Material shown Block Start
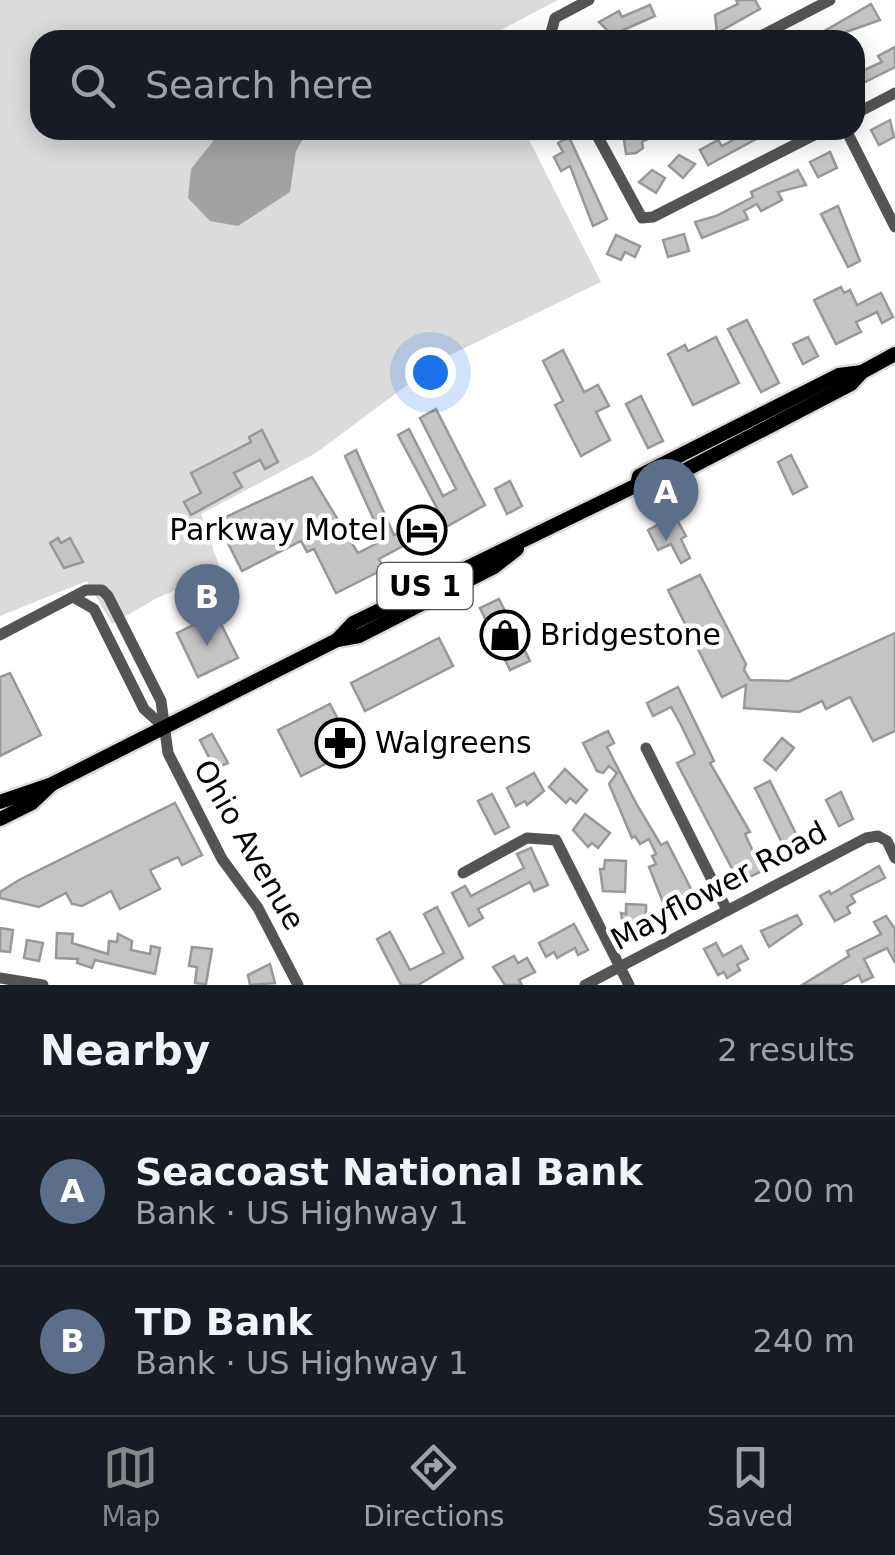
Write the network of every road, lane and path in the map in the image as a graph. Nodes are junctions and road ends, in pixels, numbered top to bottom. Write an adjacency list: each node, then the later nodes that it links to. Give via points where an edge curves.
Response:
1 (589, 0): 3 (street, via 555,18)
2 (830, 0): 4 (street)
3 (551, 30)
4 (772, 30)
5 (895, 93): 6 (street)
6 (865, 109)
7 (599, 140): 8 (street, via 642,218)
8 (804, 140)
9 (851, 140): 10 (street)
10 (895, 227)
11 (895, 354): 14 (main road, US 1, via 862,372 838,375 639,476 637,485 521,545 479,575)
12 (74, 597): 13 (street); 14 (street, Ohio Avenue, via 94,609 144,709); 14 (street, Ohio Avenue, via 94,588 108,596 161,701)
13 (0, 635)
14 (164, 728): 16 (main road, US 1); 25 (street, Ohio Avenue, via 168,752 212,842 258,908)
15 (646, 748): 21 (street)
16 (52, 784): 17 (main road, US 1); 18 (main road, US 1)
17 (0, 802)
18 (0, 819)
19 (895, 858): 21 (street, Mayflower Road, via 887,842 866,838)
20 (463, 873): 22 (street, via 527,838 556,840)
21 (727, 910): 22 (street, Mayflower Road)
22 (620, 967): 26 (street, Mayflower Road); 27 (street)
23 (0, 978): 24 (street)
24 (43, 985)
25 (298, 985)
26 (585, 985)
27 (629, 985)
Material shown Block End
→ **Your objective**: Would you please repeat all the data word for word, but without the pictures?

→ **Result**:
Write the network of every road, lane and path in the map in the image as a graph. Nodes are junctions and road ends, in pixels, numbered top to bottom. Write an adjacency list: each node, then the later nodes that it links to. Give via points where an edge curves.
Response:
1 (589, 0): 3 (street, via 555,18)
2 (830, 0): 4 (street)
3 (551, 30)
4 (772, 30)
5 (895, 93): 6 (street)
6 (865, 109)
7 (599, 140): 8 (street, via 642,218)
8 (804, 140)
9 (851, 140): 10 (street)
10 (895, 227)
11 (895, 354): 14 (main road, US 1, via 862,372 838,375 639,476 637,485 521,545 479,575)
12 (74, 597): 13 (street); 14 (street, Ohio Avenue, via 94,609 144,709); 14 (street, Ohio Avenue, via 94,588 108,596 161,701)
13 (0, 635)
14 (164, 728): 16 (main road, US 1); 25 (street, Ohio Avenue, via 168,752 212,842 258,908)
15 (646, 748): 21 (street)
16 (52, 784): 17 (main road, US 1); 18 (main road, US 1)
17 (0, 802)
18 (0, 819)
19 (895, 858): 21 (street, Mayflower Road, via 887,842 866,838)
20 (463, 873): 22 (street, via 527,838 556,840)
21 (727, 910): 22 (street, Mayflower Road)
22 (620, 967): 26 (street, Mayflower Road); 27 (street)
23 (0, 978): 24 (street)
24 (43, 985)
25 (298, 985)
26 (585, 985)
27 (629, 985)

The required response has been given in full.